Zunächst war die Messstelle im Testmodus in Waggum installiert, seit August 2017 wird sie in Bienrode betrieben. Sie zeichnet Schallpegel 24 Stunden am Tag auf. Über die Transponderkennung der startenden und landenden Maschinen kann darüber hinaus eine Zuordnung der Lärmereignisse zu den Flugzeugen hergestellt werden. Die Einrichtung dieser Messstelle fügt sich in ein bundesweit vorhandenes Netz von Messstellen ein.
Die Messwerte können über das Internet und der Webseite des Deutschen Fluglärmdienst unter www.dfld.de abgerufen werden.
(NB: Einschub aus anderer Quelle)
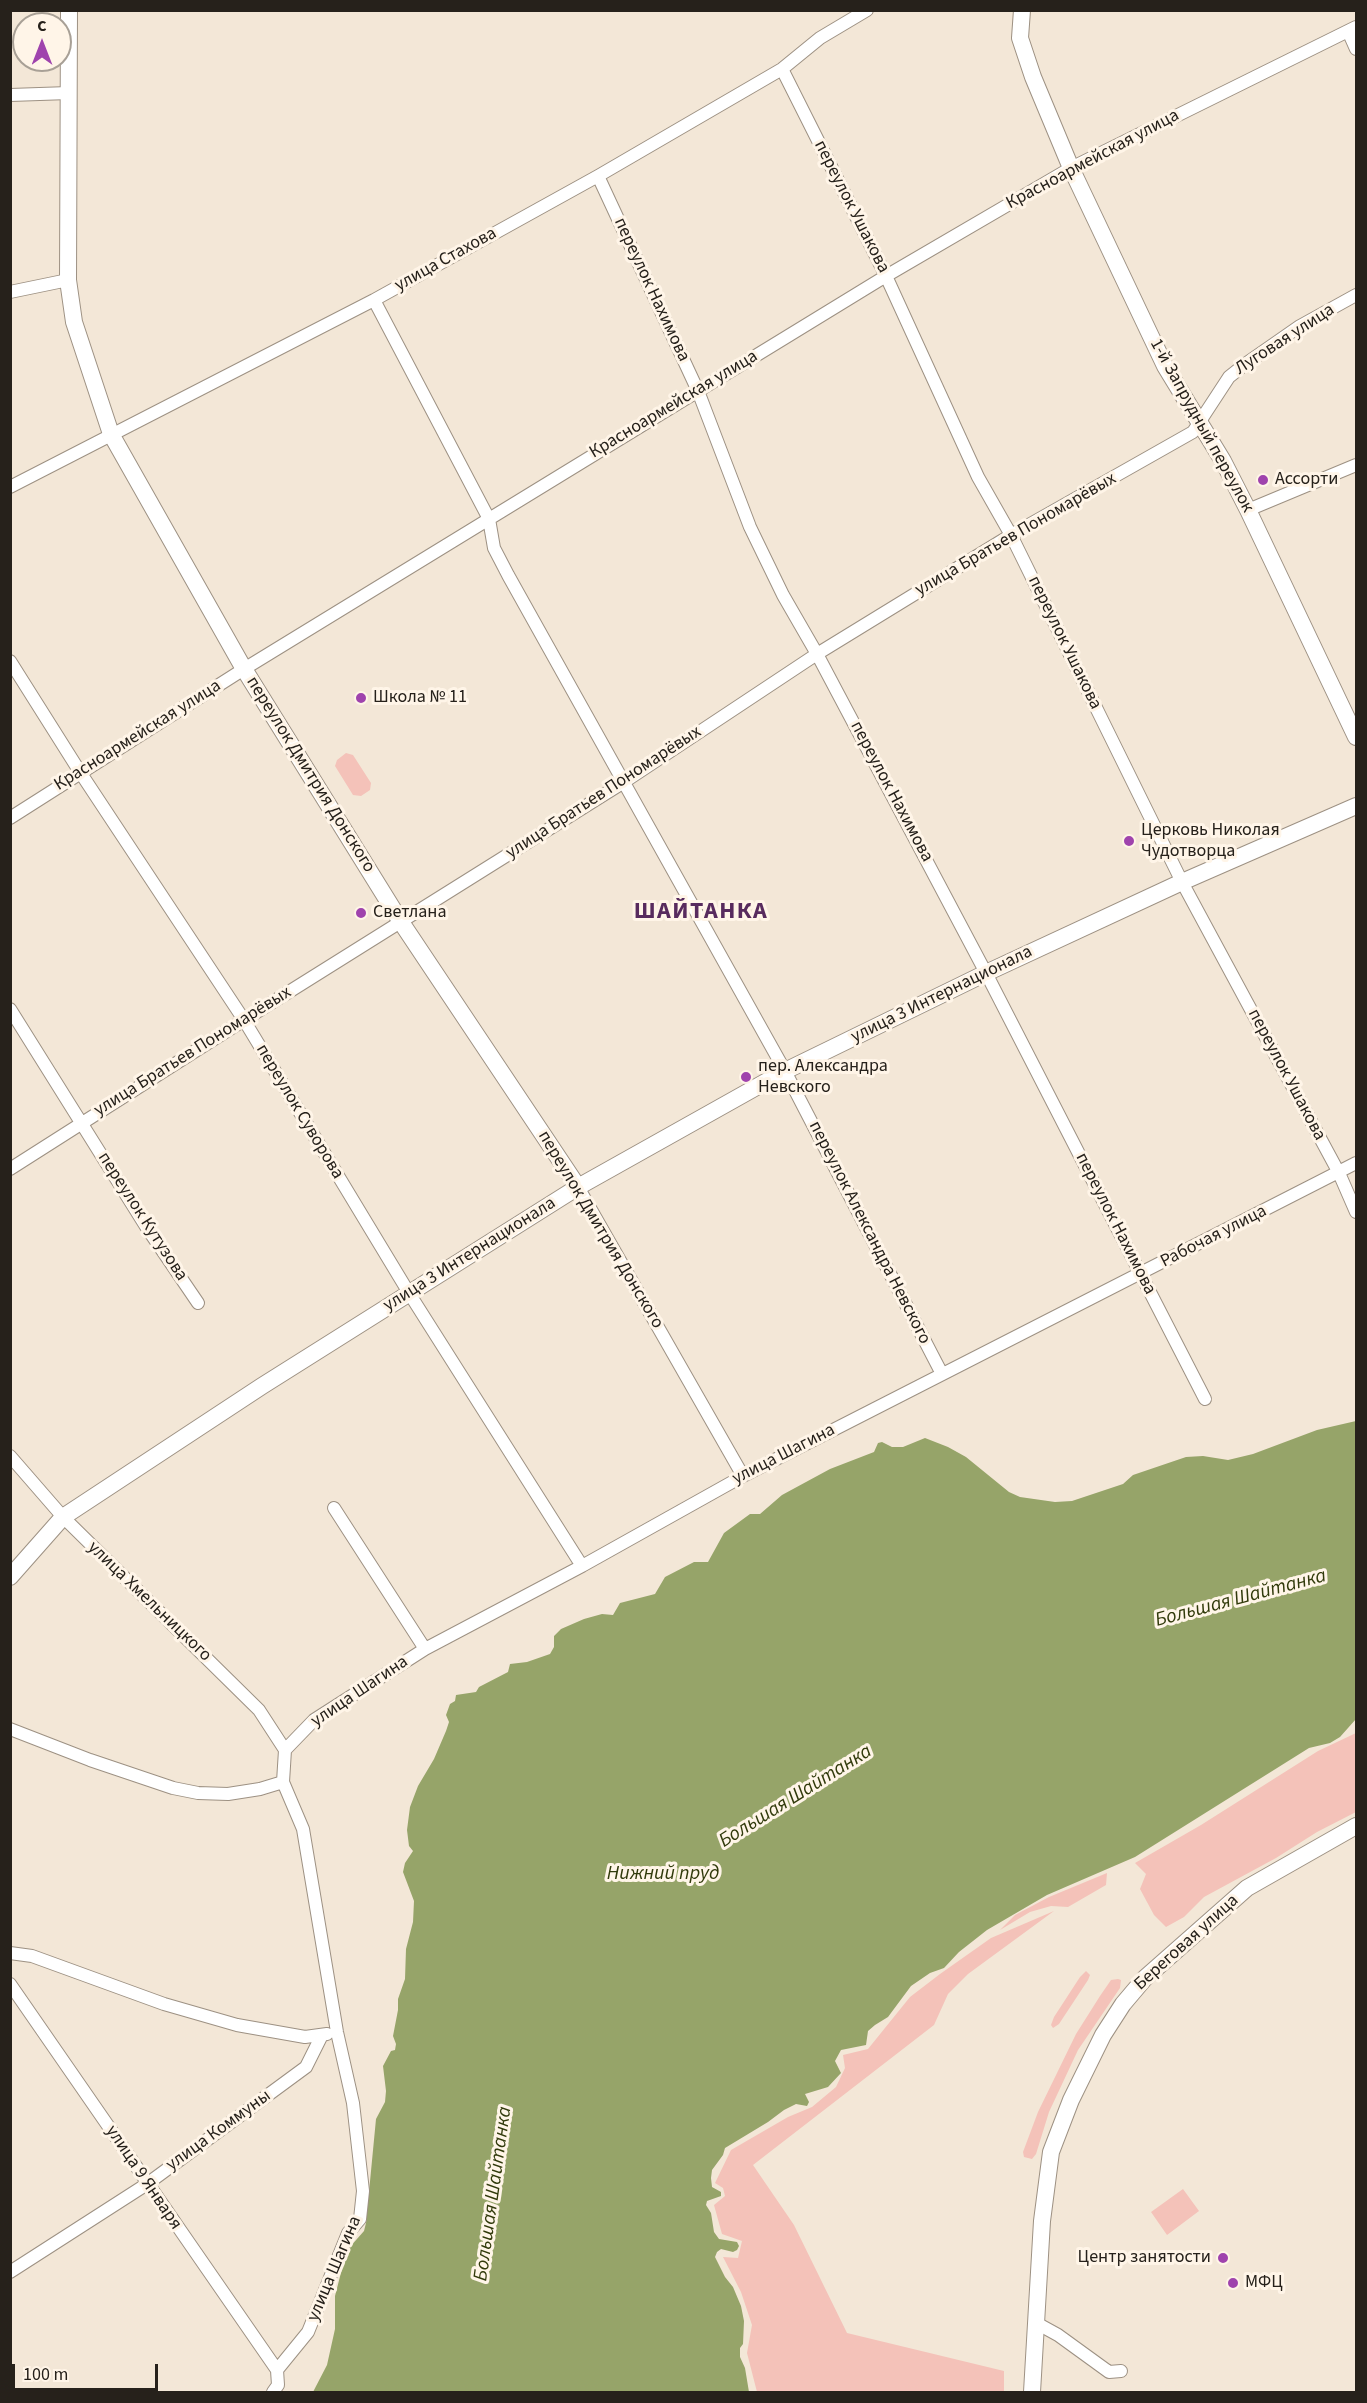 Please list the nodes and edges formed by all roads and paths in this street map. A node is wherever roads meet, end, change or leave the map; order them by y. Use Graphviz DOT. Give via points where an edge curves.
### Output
graph roads {
  1 [pos="69,10"];
  2 [pos="867,10"];
  3 [pos="1022,10"];
  4 [pos="1352,29"];
  5 [pos="1356,50"];
  6 [pos="782,69"];
  7 [pos="69,93"];
  8 [pos="10,95"];
  9 [pos="1071,168"];
  10 [pos="598,176"];
  11 [pos="886,276"];
  12 [pos="68,280"];
  13 [pos="10,292"];
  14 [pos="1356,295"];
  15 [pos="374,300"];
  16 [pos="698,391"];
  17 [pos="1201,423"];
  18 [pos="111,434"];
  19 [pos="1356,465"];
  20 [pos="10,487"];
  21 [pos="1248,510"];
  22 [pos="489,519"];
  23 [pos="1011,535"];
  24 [pos="818,654"];
  25 [pos="10,661"];
  26 [pos="244,669"];
  27 [pos="1356,737"];
  28 [pos="80,772"];
  29 [pos="624,782"];
  30 [pos="1356,806"];
  31 [pos="10,818"];
  32 [pos="1182,882"];
  33 [pos="401,922"];
  34 [pos="986,973"];
  35 [pos="10,1009"];
  36 [pos="244,1020"];
  37 [pos="785,1071"];
  38 [pos="83,1122"];
  39 [pos="1356,1163"];
  40 [pos="10,1169"];
  41 [pos="1339,1173"];
  42 [pos="578,1187"];
  43 [pos="1356,1212"];
  44 [pos="1141,1275"];
  45 [pos="409,1293"];
  46 [pos="198,1303"];
  47 [pos="942,1374"];
  48 [pos="1205,1399"];
  49 [pos="10,1456"];
  50 [pos="743,1476"];
  51 [pos="334,1508"];
  52 [pos="63,1517"];
  53 [pos="582,1566"];
  54 [pos="10,1577"];
  55 [pos="425,1649"];
  56 [pos="10,1730"];
  57 [pos="285,1750"];
  58 [pos="283,1782"];
  59 [pos="1356,1826"];
  60 [pos="10,1953"];
  61 [pos="10,1984"];
  62 [pos="337,2032"];
  63 [pos="322,2035"];
  64 [pos="147,2184"];
  65 [pos="10,2272"];
  66 [pos="1038,2324"];
  67 [pos="277,2370"];
  68 [pos="1121,2371"];
  69 [pos="273,2392"];
  70 [pos="1032,2392"];
  1 -- 7 [label="street, переулок Дмитрия Донского"];
  2 -- 6 [label="street, улица Стахова" via="820,38"];
  3 -- 9 [label="street, 1-й Запрудный переулок" via="1020,38"];
  4 -- 5 [label="street"];
  4 -- 9 [label="street, Красноармейская улица"];
  6 -- 10 [label="street, улица Стахова"];
  6 -- 11 [label="street, переулок Ушакова"];
  7 -- 8 [label="street"];
  7 -- 12 [label="street, переулок Дмитрия Донского"];
  9 -- 11 [label="street, Красноармейская улица"];
  9 -- 17 [label="street, 1-й Запрудный переулок" via="1165,366"];
  10 -- 15 [label="street, улица Стахова"];
  10 -- 16 [label="street, переулок Нахимова"];
  11 -- 16 [label="street, Красноармейская улица"];
  11 -- 23 [label="street, переулок Ушакова" via="973,467"];
  12 -- 13 [label="street"];
  12 -- 18 [label="street, переулок Дмитрия Донского" via="74,322"];
  14 -- 17 [label="street, Луговая улица" via="1244,364 1229,377"];
  15 -- 18 [label="street, улица Стахова"];
  15 -- 22 [label="street, переулок Александра Невского"];
  16 -- 22 [label="street, Красноармейская улица"];
  16 -- 24 [label="street, переулок Нахимова" via="750,527"];
  17 -- 21 [label="street, 1-й Запрудный переулок"];
  17 -- 23 [label="street, улица Братьев Пономарёвых" via="1193,432"];
  18 -- 20 [label="street, улица Стахова"];
  18 -- 26 [label="street, переулок Дмитрия Донского"];
  19 -- 21 [label="street"];
  21 -- 27 [label="street, 1-й Запрудный переулок"];
  22 -- 26 [label="street, Красноармейская улица"];
  22 -- 29 [label="street, переулок Александра Невского" via="494,548"];
  23 -- 24 [label="street, улица Братьев Пономарёвых"];
  23 -- 32 [label="street, переулок Ушакова"];
  24 -- 29 [label="street, улица Братьев Пономарёвых"];
  24 -- 34 [label="street, переулок Нахимова"];
  25 -- 28 [label="street, переулок Суворова"];
  26 -- 28 [label="street, Красноармейская улица"];
  26 -- 33 [label="street, переулок Дмитрия Донского"];
  28 -- 31 [label="street, Красноармейская улица"];
  28 -- 36 [label="street, переулок Суворова"];
  29 -- 33 [label="street, улица Братьев Пономарёвых"];
  29 -- 37 [label="street, переулок Александра Невского"];
  30 -- 32 [label="street, улица 3 Интернационала"];
  32 -- 34 [label="street, улица 3 Интернационала"];
  32 -- 41 [label="street, переулок Ушакова"];
  33 -- 36 [label="street, улица Братьев Пономарёвых"];
  33 -- 42 [label="street, переулок Дмитрия Донского"];
  34 -- 37 [label="street, улица 3 Интернационала"];
  34 -- 44 [label="street, переулок Нахимова"];
  35 -- 38 [label="street, переулок Кутузова"];
  36 -- 38 [label="street, улица Братьев Пономарёвых"];
  36 -- 45 [label="street, переулок Суворова"];
  37 -- 42 [label="street, улица 3 Интернационала"];
  37 -- 47 [label="street, переулок Александра Невского"];
  38 -- 40 [label="street, улица Братьев Пономарёвых"];
  38 -- 46 [label="street, переулок Кутузова"];
  39 -- 41 [label="street, Рабочая улица"];
  41 -- 43 [label="street, переулок Ушакова"];
  41 -- 44 [label="street, Рабочая улица"];
  42 -- 45 [label="street, улица 3 Интернационала"];
  42 -- 50 [label="street, переулок Дмитрия Донского"];
  44 -- 47 [label="street, Рабочая улица"];
  44 -- 48 [label="street, переулок Нахимова"];
  45 -- 52 [label="street, улица 3 Интернационала"];
  45 -- 53 [label="street, переулок Суворова"];
  47 -- 50 [label="street, улица Шагина"];
  49 -- 52 [label="street, улица Хмельницкого"];
  50 -- 53 [label="street, улица Шагина"];
  51 -- 55 [label="street"];
  52 -- 54 [label="street, улица 3 Интернационала"];
  52 -- 57 [label="street, улица Хмельницкого" via="259,1710"];
  53 -- 55 [label="street, улица Шагина"];
  55 -- 57 [label="street, улица Шагина" via="314,1720"];
  56 -- 58 [label="street" via="173,1788 198,1793 228,1794"];
  57 -- 58 [label="street, улица Шагина"];
  58 -- 62 [label="street, улица Шагина" via="303,1829"];
  59 -- 66 [label="street, Береговая улица" via="1247,1888 1145,1978 1103,2035 1051,2152 1042,2221"];
  60 -- 63 [label="street" via="32,1956 164,2004 237,2025 305,2037"];
  61 -- 64 [label="street, улица 9 Января"];
  62 -- 63 [label="street"];
  62 -- 67 [label="street, улица Шагина" via="358,2137 363,2191 360,2219 348,2233 308,2332"];
  63 -- 64 [label="street, улица Коммуны" via="306,2067"];
  64 -- 65 [label="street, улица Коммуны"];
  64 -- 67 [label="street, улица 9 Января"];
  66 -- 68 [label="street" via="1108,2372"];
  66 -- 70 [label="street, Береговая улица"];
  67 -- 69 [label="street, улица Шагина" via="278,2385"];
}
Über die Regionsseite kommt man dann zu der Region Braunschweig und zur Messstelle Bienrode.
Die Menüführung ist weitestgehend selbsterklärend, und es lohnt sich, mit der Webseite zu „spielen“ und viele Funktionen bzw. Informationen zu entdecken.
Aus den Ergebnissen der Messungen leiten wir die Forderung nach weiteren Betriebsbeschränkungen an Wochenenden und in Mittagspausen.
Lärmwerte von Flugzeugmustern, der Lärm an der Quelle
In der Grafik unten dem Text sind Lärmwerte von unterschiedlichen Flugzeugmustern aufgezeichnet.
Die Lärmpegel sind von unserer Messanlage aufgezeichnet worden. Man seht sehr gut, dass die von den kleinen Flugzeugen (hier Cirrus SR20) erzeugte Spitzenpegel (kleines Bild, 2. Reihe) in derselben Größenordnung sind wie die der größeren Maschinen.
Dabei handelt es sich bei der Cirrus um ein sehr modernes Flugzeug. Es stimmt eben nicht, dass die kleinen Flugzeuge aufgrund technischer Weiterentwicklung immer weniger laut werden. Aktiver Schallschutz kostet eben Geld oder Effizienz. In den USA, wo viele Flugzeugmuster entwickelt werden, wird Schallschutz nicht als wichtig erachtet, darum sollen und müssen wir im dicht besiedelten Deutschland mit den lauten Modellen leben.